Rajd Odjazdowy Bibliotekarz w kolorze pomarańczowym

Odbył się dziewiąty rajd Odjazdowy Bibliotekarz w Chojnicach. Trasę Chojnice – Człuchów – Chojnice pokonało 26 rowerzystów, a 6 uczestników imprezy towarzyszyło im na starcie sprzed siedziby Miejskiej Biblioteki Publicznej i czekało potem na pikniku.

Odjazdowy Bibliotekarz to rajd rowerowy bibliotekarzy, czytelników, pasjonatów książki i rowerów.   |  fot. ilustrac.

Tradycyjnie przed wyjazdem cykliści dekorowali swoje rowery odjazdowymi szprychówkami i pomarańczowymi ozdobami, bo kolorem rajdu jest pomarańczowy. Na starcie sprawy organizacyjne przedstawiły dyrektor MBP Anna Lipińska i prezes LekTURy Weronika Sadowska. Nie mogło także zabraknąć grupowego zdjęcia. Pogoda dopisała, była idealna na rowerowy przejazd. Trasa liczyła ok. 40 km. Jak się okazało, odcinek z Nieżywięcia do Człuchowa, prowadzący okolicami Zagórek, nie wszystkim rowerzystom był znany i bardzo się spodobał.

Przebiegał między łąkami i leśnymi ścieżkami. Miejscami trasa była piaszczysta, ale wszyscy bez problemu ją pokonali. Swobodne tempo i przystanki sprzyjały rozmowom. W samym Człuchowie pomarańczowy rajd przejechał ścieżką rowerową do Lasku Luizy i stamtąd na Zamek. Dzięki uprzejmości dyrekcji i pracowników Muzeum Regionalnego w Człuchowie, uczestnicy rajdu mogli za darmo zwiedzić Zamek i obejrzeć prezentowane w nim wystawy. Ekspozycje były bardzo ciekawe, a widok z wieży wspaniały. Oglądający stwierdzili, że warto jeszcze raz odwiedzić to miejsce i więcej czasu przeznaczyć na zwiedzanie.
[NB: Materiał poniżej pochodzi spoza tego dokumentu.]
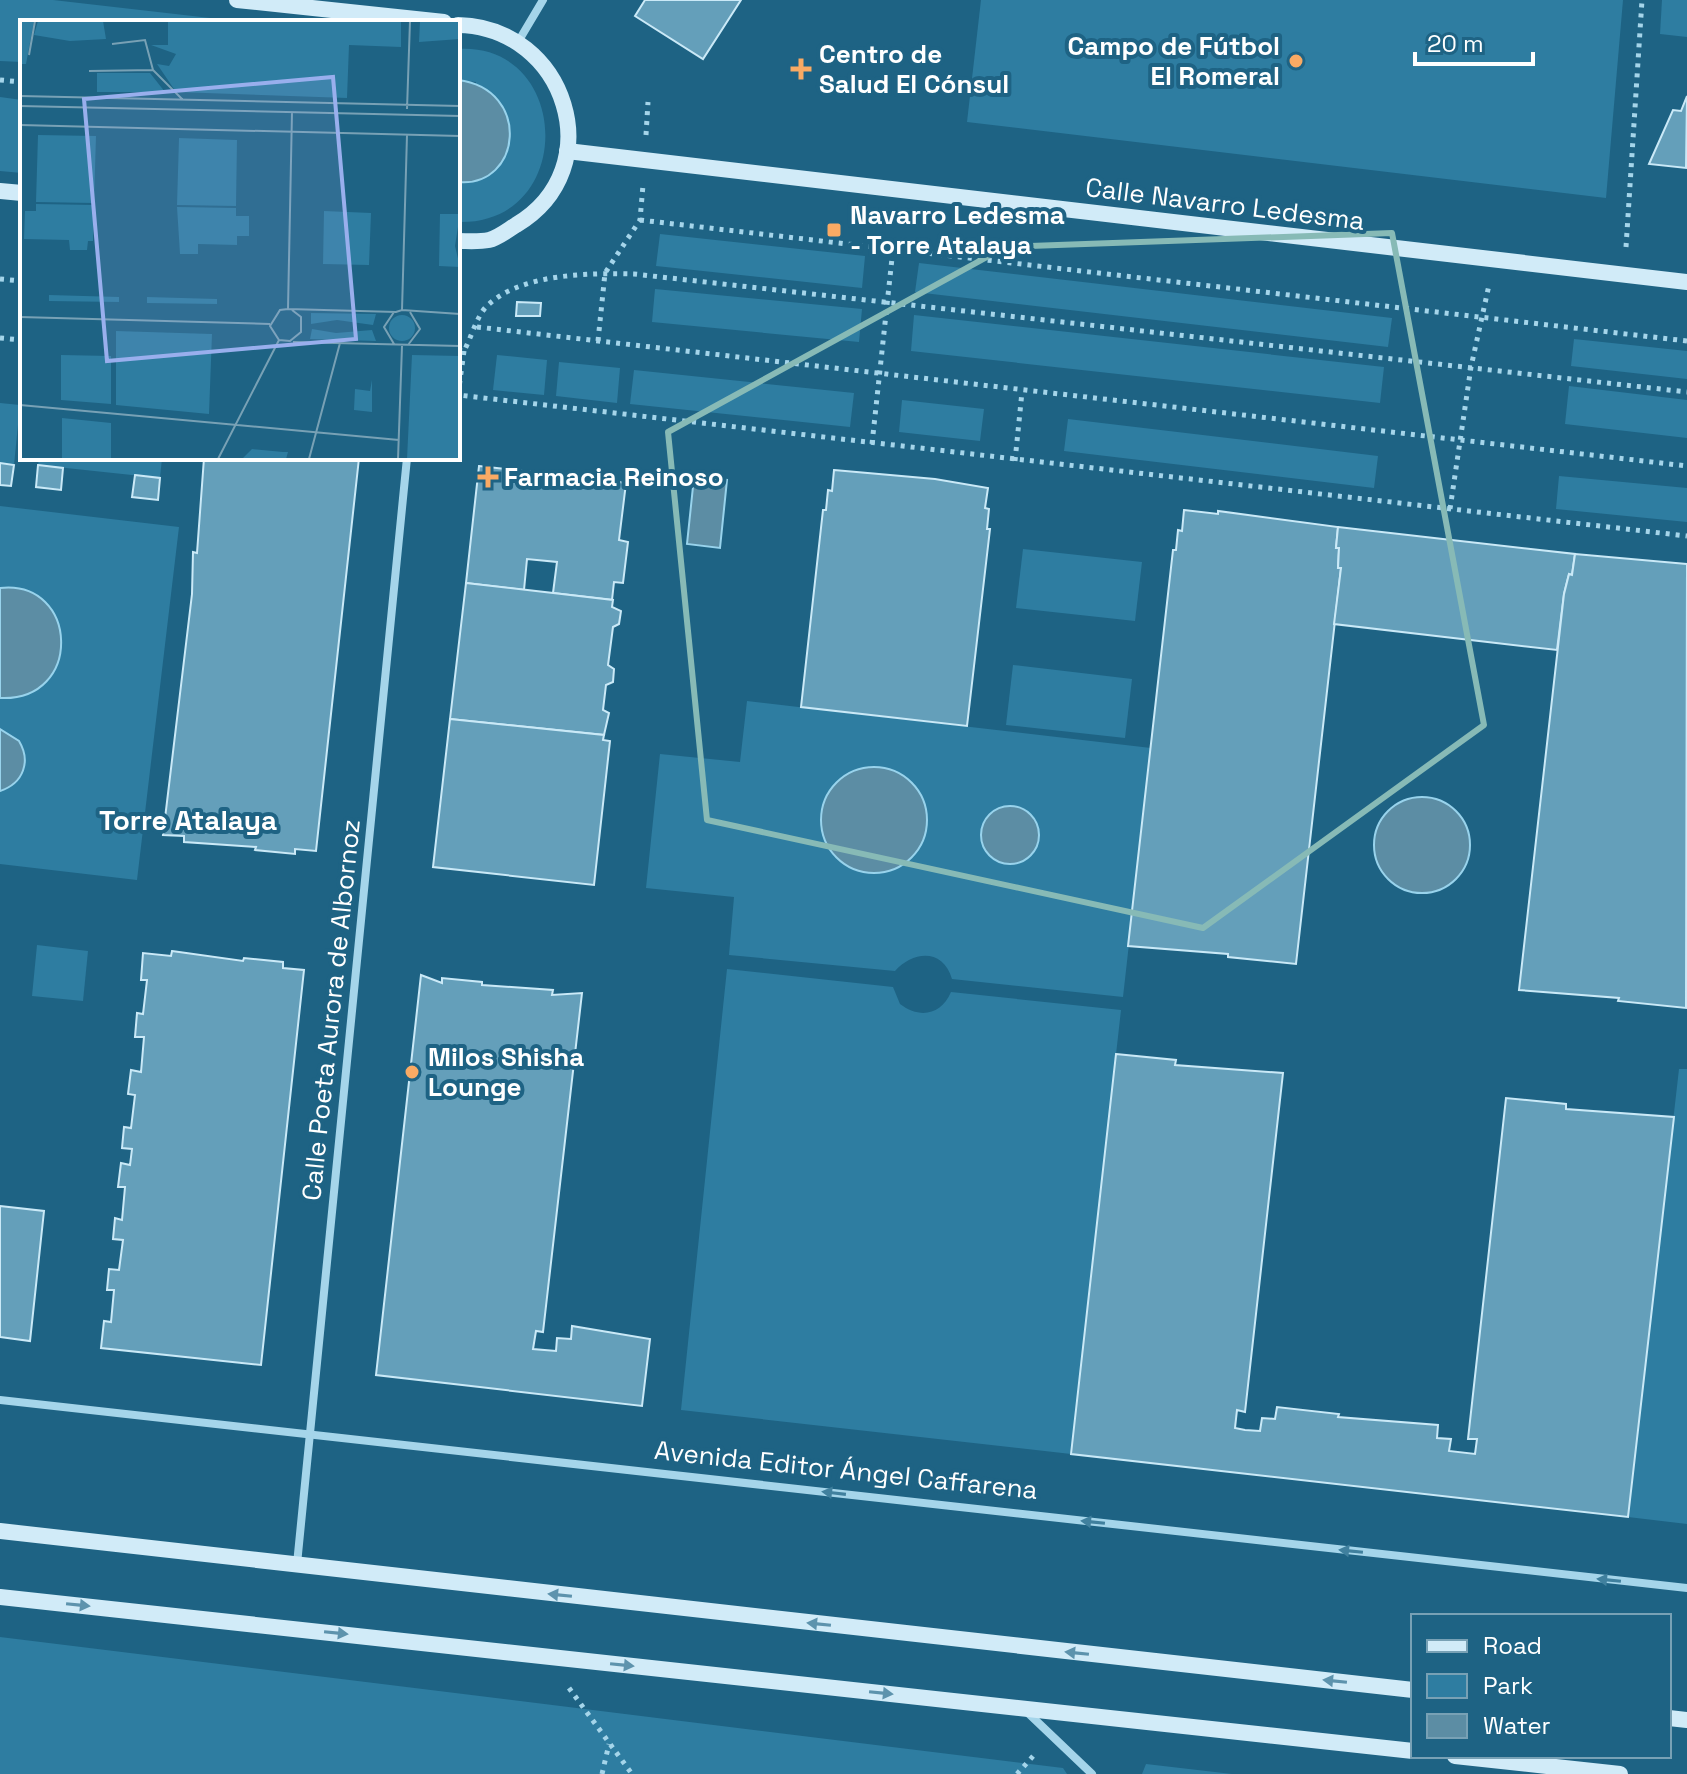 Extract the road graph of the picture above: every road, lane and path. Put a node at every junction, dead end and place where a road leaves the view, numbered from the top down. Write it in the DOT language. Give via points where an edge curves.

Następnie rowerzyści udali się na miejsce odjazdowego pikniku, który był na terenie OSiR w Człuchowie nad Jeziorem Rychnowskim. Tam czekało już rozpalone ognisko, kiełbaski do upieczenia i termosy z wodą do kawy lub herbaty. Jak zawsze podczas imprezy przeprowadzony został konkurs na najbardziej pomarańczowego uczestnika Odjazdowego Bibliotekarza.

Tym razem wygrała go Katarzyna Ginter, drugie miejsce zajęła Alina Pelowska, zwyciężczyni dwóch poprzednich edycji, a trzecie miejsce zdobył Piotr Ginter. Nagrody otrzymali także najmłodsi uczestnicy – Julia Gapska i Jan Kerplik-Romanowski. Julia była na rajdzie po raz pierwszy, a jechała z mamą oraz babcią, która już kolejny raz brała udział w imprezie. Jan też debiutował i jechał razem z mamą.

Powrót do Chojnic był już ścieżką rowerową prowadzącą wzdłuż drogi krajowej. Niektórzy rowerzyści wracali szybciej, gdyż wybierali się jeszcze do parku Tysiąclecia, gdzie trwał w tym czasie Festyn Przyrodniczo-Ekologiczny „Chojnice dla Ziemi”. Organizatorzy rajdu Miejska Biblioteka Publiczna w Chojnicach i Stowarzyszenie LekTURa dziękują uczestnikom za obecność. Do zobaczenia za rok!